Should you use Microsoft Excel as a database?

A blunder by the UK government cleared that one up.
5 October 2020

Not a database. Source: Shutterstock

Excel is the go-to tool for creating spreadsheets and performing calculations with restricted data sets. For that kind of work, it’s invaluable. But can (or should) it be used as a database?

The answer from a number of cybersecurity experts is, roundly, ‘no’. This is not what Excel was intended for. Excel is useful for small tasks but not for handling large quantities of metadata.

One of the key issues is security: the software, while simple to use, easy to share and collaborate on, is not appropriate in providing any significant level of security or user permissions. It’s not designed to be multi-user, so simultaneous use can corrupt a file easily and cause performance issues. If several users do have access, multiple versions could be updated and stored independently, causing confusion over which version is the latest.

Secondly, used as a database, Excel has a limited capacity per sheet and can become unmanageable as the volume of data stored grows and must be segregated between multiple sheets.

Paul Norris, Senior Systems Engineer EMEA at Tripwire told TechHQ Excel was an “excellent tool” to report and filter data, but for large datasets, investments should be made into technology than can securely process large datasets and ensure accurate results.

“It’s not unheard of that organizations today use common tools to process data using desktop tools, however, it’s evident that there is a limit to how much data these tools can handle before it becomes unresponsive and potentially produce reports that may have missing data.”

Additional problems include lack of resiliency and potential data loss, he added, with limited controls on what can be deleted and restored if lost.

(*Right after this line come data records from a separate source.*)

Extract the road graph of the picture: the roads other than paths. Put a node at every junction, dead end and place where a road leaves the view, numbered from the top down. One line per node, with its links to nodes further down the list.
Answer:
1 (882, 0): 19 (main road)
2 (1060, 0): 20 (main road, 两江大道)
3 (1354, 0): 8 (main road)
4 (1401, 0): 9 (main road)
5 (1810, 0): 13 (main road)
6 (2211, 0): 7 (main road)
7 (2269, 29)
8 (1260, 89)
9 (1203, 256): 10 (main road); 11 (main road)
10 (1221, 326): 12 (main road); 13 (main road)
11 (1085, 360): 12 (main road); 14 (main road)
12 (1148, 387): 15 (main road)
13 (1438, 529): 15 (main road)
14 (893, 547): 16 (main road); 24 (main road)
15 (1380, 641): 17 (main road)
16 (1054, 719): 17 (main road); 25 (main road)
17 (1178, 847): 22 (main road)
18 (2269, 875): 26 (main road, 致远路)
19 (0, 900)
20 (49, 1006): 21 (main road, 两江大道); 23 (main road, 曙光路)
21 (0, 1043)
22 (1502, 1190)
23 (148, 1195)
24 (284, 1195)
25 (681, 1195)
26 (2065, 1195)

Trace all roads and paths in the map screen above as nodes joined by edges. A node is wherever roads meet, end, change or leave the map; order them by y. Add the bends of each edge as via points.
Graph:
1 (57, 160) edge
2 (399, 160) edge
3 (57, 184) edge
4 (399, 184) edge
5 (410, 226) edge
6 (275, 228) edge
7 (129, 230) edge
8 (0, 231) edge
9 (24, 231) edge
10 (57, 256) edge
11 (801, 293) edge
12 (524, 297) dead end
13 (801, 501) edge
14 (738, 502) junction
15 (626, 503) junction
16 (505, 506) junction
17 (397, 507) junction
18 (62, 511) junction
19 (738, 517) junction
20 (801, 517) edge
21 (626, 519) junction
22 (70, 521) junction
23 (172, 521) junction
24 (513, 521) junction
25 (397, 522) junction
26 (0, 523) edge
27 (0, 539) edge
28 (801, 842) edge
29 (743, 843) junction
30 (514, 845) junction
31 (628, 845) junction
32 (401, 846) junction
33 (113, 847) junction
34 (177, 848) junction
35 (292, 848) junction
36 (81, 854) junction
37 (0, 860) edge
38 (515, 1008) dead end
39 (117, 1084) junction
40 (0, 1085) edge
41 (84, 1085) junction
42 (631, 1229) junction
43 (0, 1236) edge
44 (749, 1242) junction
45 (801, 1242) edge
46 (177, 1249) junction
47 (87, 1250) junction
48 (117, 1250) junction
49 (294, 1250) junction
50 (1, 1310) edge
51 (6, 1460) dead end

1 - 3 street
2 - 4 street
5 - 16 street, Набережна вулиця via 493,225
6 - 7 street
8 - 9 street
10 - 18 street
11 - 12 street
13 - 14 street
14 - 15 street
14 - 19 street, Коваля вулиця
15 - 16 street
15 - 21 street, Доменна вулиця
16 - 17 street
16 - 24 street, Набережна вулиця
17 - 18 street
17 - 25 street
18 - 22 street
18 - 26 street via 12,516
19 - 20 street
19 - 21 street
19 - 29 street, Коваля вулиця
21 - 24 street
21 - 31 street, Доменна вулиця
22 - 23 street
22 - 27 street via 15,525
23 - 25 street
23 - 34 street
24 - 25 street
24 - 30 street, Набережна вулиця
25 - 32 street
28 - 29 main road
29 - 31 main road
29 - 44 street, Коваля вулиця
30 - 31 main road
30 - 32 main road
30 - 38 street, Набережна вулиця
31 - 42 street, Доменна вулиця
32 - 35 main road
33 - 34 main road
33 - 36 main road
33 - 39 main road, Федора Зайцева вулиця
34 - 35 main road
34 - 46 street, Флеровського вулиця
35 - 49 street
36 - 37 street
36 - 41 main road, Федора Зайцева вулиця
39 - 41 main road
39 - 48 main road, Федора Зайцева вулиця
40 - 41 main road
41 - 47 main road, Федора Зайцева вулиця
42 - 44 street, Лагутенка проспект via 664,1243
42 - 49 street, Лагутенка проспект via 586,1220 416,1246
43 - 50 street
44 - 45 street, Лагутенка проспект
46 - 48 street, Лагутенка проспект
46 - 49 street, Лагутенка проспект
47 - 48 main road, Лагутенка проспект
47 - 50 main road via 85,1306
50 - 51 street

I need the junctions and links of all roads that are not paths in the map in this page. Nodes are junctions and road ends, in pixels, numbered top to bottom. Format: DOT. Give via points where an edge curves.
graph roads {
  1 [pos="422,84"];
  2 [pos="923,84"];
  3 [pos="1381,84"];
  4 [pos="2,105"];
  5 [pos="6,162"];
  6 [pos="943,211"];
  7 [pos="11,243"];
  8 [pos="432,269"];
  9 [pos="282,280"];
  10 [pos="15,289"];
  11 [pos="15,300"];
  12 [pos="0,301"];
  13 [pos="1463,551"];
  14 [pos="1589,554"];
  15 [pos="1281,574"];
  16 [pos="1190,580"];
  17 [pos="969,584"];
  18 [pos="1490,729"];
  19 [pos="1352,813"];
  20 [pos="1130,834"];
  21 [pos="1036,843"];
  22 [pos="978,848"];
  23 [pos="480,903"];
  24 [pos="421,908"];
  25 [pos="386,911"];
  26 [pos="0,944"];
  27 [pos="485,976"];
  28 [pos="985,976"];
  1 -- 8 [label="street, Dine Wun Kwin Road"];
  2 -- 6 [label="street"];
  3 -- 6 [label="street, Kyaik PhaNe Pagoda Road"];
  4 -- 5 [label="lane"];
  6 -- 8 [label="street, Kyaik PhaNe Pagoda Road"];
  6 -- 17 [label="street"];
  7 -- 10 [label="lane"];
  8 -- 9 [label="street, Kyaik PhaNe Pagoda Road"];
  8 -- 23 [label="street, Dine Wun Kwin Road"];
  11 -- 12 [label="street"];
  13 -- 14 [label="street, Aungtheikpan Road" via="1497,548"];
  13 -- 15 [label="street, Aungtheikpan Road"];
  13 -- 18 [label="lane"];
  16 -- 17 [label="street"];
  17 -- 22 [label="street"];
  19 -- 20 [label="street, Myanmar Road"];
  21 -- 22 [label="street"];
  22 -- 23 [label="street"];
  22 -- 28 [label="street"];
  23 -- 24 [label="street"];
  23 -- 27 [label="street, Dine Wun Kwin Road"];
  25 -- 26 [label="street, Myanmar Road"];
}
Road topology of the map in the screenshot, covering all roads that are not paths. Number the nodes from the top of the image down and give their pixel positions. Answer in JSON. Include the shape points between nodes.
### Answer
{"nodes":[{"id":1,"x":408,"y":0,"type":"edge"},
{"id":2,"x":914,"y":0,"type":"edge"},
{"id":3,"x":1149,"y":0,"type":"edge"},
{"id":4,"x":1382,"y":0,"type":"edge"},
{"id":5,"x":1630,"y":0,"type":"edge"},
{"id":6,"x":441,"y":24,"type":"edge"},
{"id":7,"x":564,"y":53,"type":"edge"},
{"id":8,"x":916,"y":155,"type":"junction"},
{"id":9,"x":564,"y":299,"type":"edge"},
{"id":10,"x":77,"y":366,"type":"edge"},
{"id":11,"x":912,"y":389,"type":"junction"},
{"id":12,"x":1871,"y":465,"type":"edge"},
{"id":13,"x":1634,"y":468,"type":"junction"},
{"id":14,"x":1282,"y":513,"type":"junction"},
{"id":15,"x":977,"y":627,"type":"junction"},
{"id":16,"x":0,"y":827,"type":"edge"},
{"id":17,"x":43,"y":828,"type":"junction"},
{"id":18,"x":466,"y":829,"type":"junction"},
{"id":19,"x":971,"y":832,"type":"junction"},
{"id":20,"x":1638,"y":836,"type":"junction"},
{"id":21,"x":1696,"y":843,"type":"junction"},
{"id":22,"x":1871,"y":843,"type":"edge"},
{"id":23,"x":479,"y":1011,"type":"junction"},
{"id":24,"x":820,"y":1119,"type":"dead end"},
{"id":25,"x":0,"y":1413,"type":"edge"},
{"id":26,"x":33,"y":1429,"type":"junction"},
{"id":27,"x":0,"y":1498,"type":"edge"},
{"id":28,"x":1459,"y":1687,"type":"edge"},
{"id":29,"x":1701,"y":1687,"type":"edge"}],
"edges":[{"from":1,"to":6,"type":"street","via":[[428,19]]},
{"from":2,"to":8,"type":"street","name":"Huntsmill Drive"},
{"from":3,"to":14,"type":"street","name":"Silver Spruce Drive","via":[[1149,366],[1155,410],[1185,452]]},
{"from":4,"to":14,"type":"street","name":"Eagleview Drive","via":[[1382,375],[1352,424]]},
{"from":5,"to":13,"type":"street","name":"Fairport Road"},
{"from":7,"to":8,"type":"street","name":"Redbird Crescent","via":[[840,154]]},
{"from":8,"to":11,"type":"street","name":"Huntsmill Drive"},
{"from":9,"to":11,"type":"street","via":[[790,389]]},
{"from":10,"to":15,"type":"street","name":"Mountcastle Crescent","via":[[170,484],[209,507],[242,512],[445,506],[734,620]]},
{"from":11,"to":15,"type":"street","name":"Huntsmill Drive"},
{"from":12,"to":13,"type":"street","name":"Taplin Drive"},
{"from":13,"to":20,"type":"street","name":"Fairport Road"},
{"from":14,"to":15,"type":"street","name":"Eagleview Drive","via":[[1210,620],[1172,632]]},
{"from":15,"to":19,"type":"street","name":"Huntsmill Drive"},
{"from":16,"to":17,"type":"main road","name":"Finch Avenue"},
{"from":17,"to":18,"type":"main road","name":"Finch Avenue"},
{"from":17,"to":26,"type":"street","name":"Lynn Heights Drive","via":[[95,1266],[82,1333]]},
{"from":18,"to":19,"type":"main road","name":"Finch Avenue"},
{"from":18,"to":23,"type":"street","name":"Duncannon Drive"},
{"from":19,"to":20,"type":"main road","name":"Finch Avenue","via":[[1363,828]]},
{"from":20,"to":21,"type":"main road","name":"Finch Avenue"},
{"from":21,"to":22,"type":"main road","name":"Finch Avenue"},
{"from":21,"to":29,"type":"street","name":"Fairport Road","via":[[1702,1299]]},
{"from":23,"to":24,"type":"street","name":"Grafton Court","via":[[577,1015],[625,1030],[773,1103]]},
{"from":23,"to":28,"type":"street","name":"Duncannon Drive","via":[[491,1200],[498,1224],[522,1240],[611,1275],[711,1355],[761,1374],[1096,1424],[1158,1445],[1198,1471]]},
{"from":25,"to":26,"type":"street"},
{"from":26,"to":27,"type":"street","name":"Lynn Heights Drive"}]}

Excel spreadsheet blunder misses 16,000 UK Covid-19 cases

It came as a surprise, then, when it emerged today that a recent spike in COVID-19 cases in the UK over the weekend was due to a backlog caused by a Microsoft Excel error.

As reported by Public Health England, 15,841 cases between September 25 to October 2 weren’t uploaded to the government dashboard, because column lists on an Excel spreadsheet reached their maximum size. This stopped new records from being added automatically.

For this reason, details weren’t passed on to the country’s test and trace system and, as a result, health officials are now racing to inform tens of thousands of individuals who may have come into close contact with those who have tested positive but weren’t properly reported.

The issue has since been “solved” by splitting the Excel files into batches.

The UK government’s NHS Test and Trace operation cost approximately £12 billion (US$15.5 billion), with much of the work outsourced to companies like Serco.

Commenting on the use of Excel were a number of cybersecurity experts, including Richard Bingley, founder of Covent Garden-based Global Security Academy speaking to the Evening Standard: “It’s very easy to code in errors, which causes over corruption in the data,” he said.

“It’s surprising that these large population statistics are being collected, inputted, and stored in Excel. These are the types of development glitches that should have been ironed out before the system went live.”

Martin Jartelius, CSO at Outpost24, questioned how the storing of medical information in Excel could be viewed as “anything apart from the outmost temporary of solutions […]”

“It is not strange if this was the solution day one, week one, month one, but to see that it’s still in use and having hit the limits of its capacity is more than embarrassing. And to see that the solution has been to ‘split the file in batches’ rather than finding a proper solution to an actual problem even more so.”